We expect this approach to result in very good load balancing, because the cost of rendering a stretch of cells can be estimated accurately and easily. Also, the compositing step resulting from this distribution is extremely simple, because the partial images can be composited simply in order of processing node numbers. On the other hand, the assignment of cells to processing nodes depends on the viewing direction and might increase I/O overhead during viewpoint animation.
|
Figure 5:Numbering and assigning cells to processing nodes based on viewing direction, in the case of four processing nodes. |
In the program versions for graphics workstations, the rendering of octree leaves is hardware-accelerated. In the current program version, a uniform block of data is uploaded to the graphics hardware as a stack of axis-aligned 2D textures which are then rendered into the frame buffer in back-to-front order using the OpenGL compositing operator. In this way, compositing of partial images is performed implicitly during rendering. Due to the limited precision of the frame buffer (typically 8 bits per pixel and color channel) and the amount of texture slices that are composited, the image quality is lower than in the software-only renderer. Switching to 3D textures and view-orthogonal slices will improve image quality only slightly.
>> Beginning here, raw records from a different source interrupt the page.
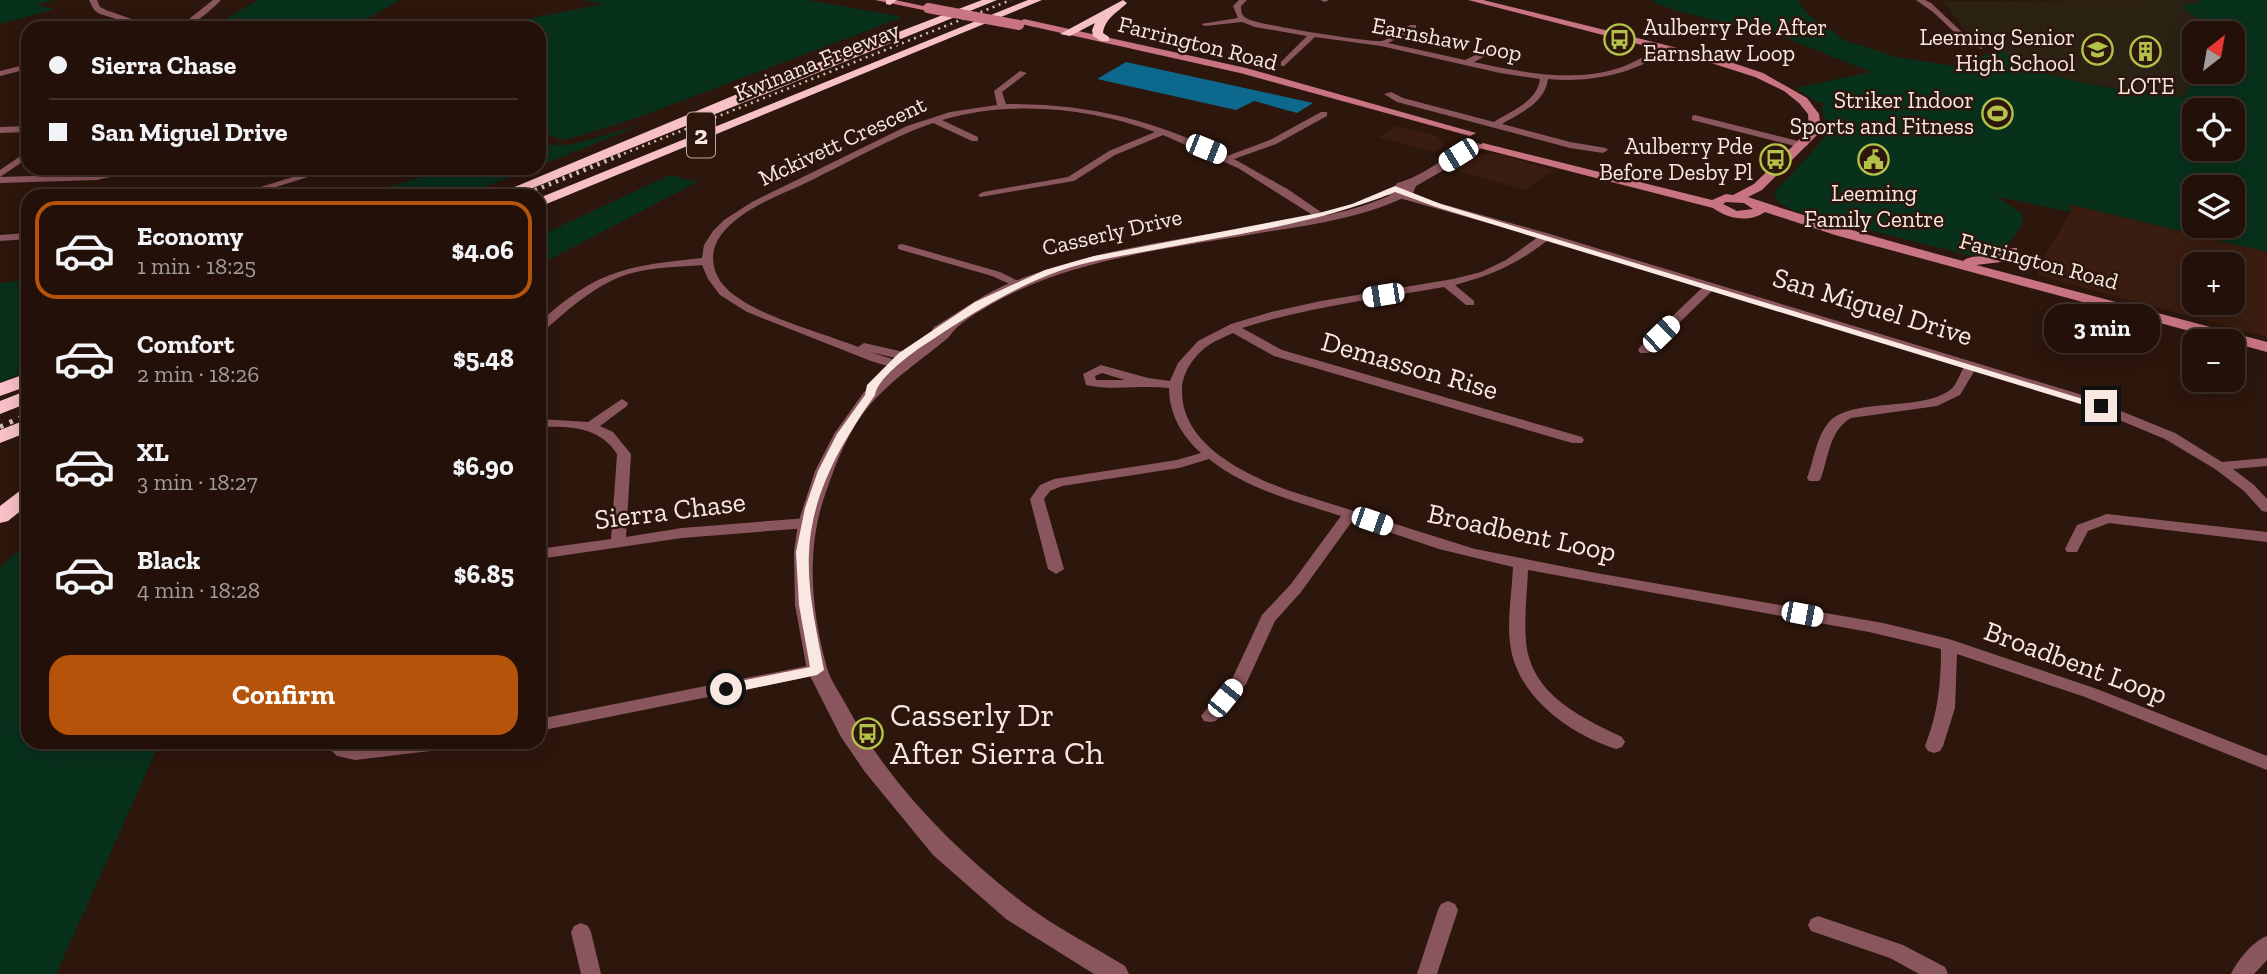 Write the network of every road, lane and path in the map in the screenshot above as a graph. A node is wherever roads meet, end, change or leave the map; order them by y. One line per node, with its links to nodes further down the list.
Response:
1 (93, 0): 14 (street)
2 (217, 0): 12 (street)
3 (902, 0): 11 (main road, Farrington Road)
4 (992, 0): 35 (highway, Kwinana Freeway / 2)
5 (1037, 0): 29 (highway, Kwinana Freeway / 2)
6 (1243, 0): 13 (street)
7 (1472, 0): 24 (main road)
8 (1920, 0): 23 (street)
9 (887, 1): 11 (main road, Farrington Road)
10 (1124, 2): 19 (highway); 21 (highway)
11 (931, 7): 19 (main road, Farrington Road, bridge)
12 (197, 16): 15 (street); 16 (street)
13 (1242, 19): 17 (street); 20 (street, Earnshaw Loop)
14 (136, 21)
15 (179, 21)
16 (192, 21)
17 (1205, 24)
18 (1413, 27): 22 (street)
19 (1069, 33): 21 (main road, Farrington Road); 45 (main road, Farrington Road)
20 (1313, 34): 22 (street, Earnshaw Loop); 27 (street)
21 (1105, 39): 45 (main road, Farrington Road)
22 (1381, 44): 26 (street, Earnshaw Loop)
23 (1979, 47)
24 (1666, 49): 34 (street, Earnshaw Loop); 48 (main road)
25 (1490, 50): 26 (street)
26 (1468, 62): 34 (street, Earnshaw Loop)
27 (1284, 64)
28 (21, 68): 30 (street)
29 (863, 69): 68 (highway, Kwinana Freeway / 2); 71 (highway)
30 (11, 71): 32 (street); 33 (street)
31 (1023, 73): 37 (street)
32 (0, 74)
33 (21, 74)
34 (1544, 76): 41 (street)
35 (751, 93): 55 (highway); 65 (highway, Kwinana Freeway / 2)
36 (1388, 94): 41 (street)
37 (1002, 106): 40 (street, Mckivett Crescent); 44 (street, Mckivett Crescent)
38 (1324, 114): 52 (street)
39 (1695, 118): 48 (street)
40 (934, 120): 46 (street); 79 (street, Mckivett Crescent)
41 (1495, 125): 50 (street)
42 (21, 129): 43 (street)
43 (0, 130)
44 (1162, 132): 52 (street, Mckivett Crescent); 67 (street)
45 (1465, 138): 47 (main road); 49 (main road); 51 (street)
46 (975, 139)
47 (1496, 141): 49 (main road); 69 (main road)
48 (1803, 145): 62 (main road)
49 (1481, 146): 51 (street, Casserly Drive); 69 (main road)
50 (1603, 150)
51 (1458, 155): 66 (street, Casserly Drive)
52 (1229, 158): 72 (street, Mckivett Crescent)
53 (21, 159): 56 (street)
54 (21, 171): 60 (street)
55 (546, 171)
56 (0, 174)
57 (107, 175): 60 (street)
58 (308, 175): 63 (street)
59 (537, 175): 64 (highway)
60 (5, 180): 61 (street)
61 (0, 187)
62 (1758, 187): 69 (main road); 70 (main road)
63 (260, 189)
64 (500, 189)
65 (517, 189)
66 (1400, 191): 72 (street, Casserly Drive); 75 (street, San Miguel Drive)
67 (983, 195)
68 (546, 200)
69 (1726, 200): 70 (main road); 70 (main road)
70 (1756, 208): 73 (main road, Farrington Road); 86 (main road, Farrington Road)
71 (546, 213)
72 (1316, 218): 80 (street, Casserly Drive)
73 (1840, 232): 78 (main road); 87 (main road, Farrington Road)
74 (21, 236): 76 (street)
75 (1546, 236): 81 (street); 82 (street, San Miguel Drive)
76 (0, 238)
77 (902, 247): 80 (street)
78 (2012, 251)
79 (706, 261): 84 (street); 91 (street)
80 (1018, 284): 91 (street, Casserly Drive)
81 (1447, 284): 83 (street); 85 (street)
82 (1711, 286): 88 (street); 92 (street, San Miguel Drive)
83 (1470, 303)
84 (546, 323)
85 (1233, 328): 95 (street); 104 (street, Demasson Rise)
86 (2182, 333)
87 (2267, 347)
88 (1644, 350)
89 (2245, 351): 90 (main road)
90 (2267, 357)
91 (903, 361): 113 (street, Casserly Drive)
92 (1971, 366): 107 (street, San Miguel Drive); 108 (street)
93 (21, 382): 96 (highway)
94 (1147, 382): 95 (street)
95 (1174, 385): 105 (street, Broadbent Loop)
96 (0, 390)
97 (21, 399): 99 (highway)
98 (622, 403): 101 (street)
99 (0, 408)
100 (546, 423): 101 (street)
101 (591, 426): 115 (street)
102 (21, 428): 103 (highway)
103 (0, 437)
104 (1577, 440)
105 (1209, 455): 111 (street, Broadbent Loop); 119 (street)
106 (2267, 462): 107 (street)
107 (2220, 466): 110 (street, San Miguel Drive)
108 (1814, 478)
109 (21, 500): 112 (highway)
110 (2267, 508)
111 (1350, 514): 118 (street, Broadbent Loop); 122 (street)
112 (0, 516)
113 (807, 523): 115 (street, Sierra Chase); 121 (street, Casserly Drive)
114 (2267, 537): 116 (street)
115 (618, 540): 117 (street, Sierra Chase)
116 (2071, 549)
117 (546, 553)
118 (1521, 563): 120 (street, Broadbent Loop); 124 (street)
119 (1056, 569)
120 (1949, 645): 125 (street); 128 (street, Broadbent Loop)
121 (817, 670): 123 (street); 135 (street, Casserly Drive)
122 (1210, 716)
123 (546, 724)
124 (1616, 742)
125 (1934, 746)
126 (341, 749): 127 (street)
127 (388, 749)
128 (2267, 763)
129 (1448, 910): 136 (street)
130 (1818, 925): 137 (street)
131 (581, 932): 134 (street)
132 (2267, 945): 133 (street)
133 (2251, 971)
134 (591, 974)
135 (1116, 974)
136 (1427, 974)
137 (1938, 974)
The software-only renderer for supercomputers will be based on a cell projection algorithm. First, we will be using a cell projector with piecewise constant interpolation to show off the hierarchical structure of the rendered AMR data sets; later we will incorporate a higher-quality, piecewise linear cell projector based on work done by Nelson Max.
The compositing strategy needed to combine the partial images generated on each processing node depends on the distribution strategy used. In the second distribution algorithm (back-to-front cell assignment), compositing is trivial: Due to the nature of distribution, all cells rendered by node i are in front of all cells rendered by all lower-numbered nodes, and are behind all cells rendered by all higher-numbered nodes. Thus, the partial images can be composited in order of node numbers, without having to add a depth channel to the transmitted partial images. To do the actual compositing, we will first implement a simple binary-tree compositing step, and maybe later replace that with the more elaborate binary-swap compositing algorithm.
When assigning octree leaves round-robin, compositing is trickier: Each node renders multiple leaves and has to perform multiple compositing operations, requiring to send multiple partial images between nodes. The additional compositing time, however, can be overlayed with the rendering time: A node will render an image, send it off for compositing, render another (small) image and so on. The index of the node that is responsible for compositing the image generated by an (interior) octree node can be determined by its number; therefore, the compositing does not need to send additional messages on top of the partial images themselves. Each node will be running two processes: One will render octree leaves, the other one will wait for partial images from "child" processing nodes, composite them and send them off towards the octree root. Octree leaves are generally traversed in viewing order, so the previously sequential steps of rendering and compositing can now truly be overlayed.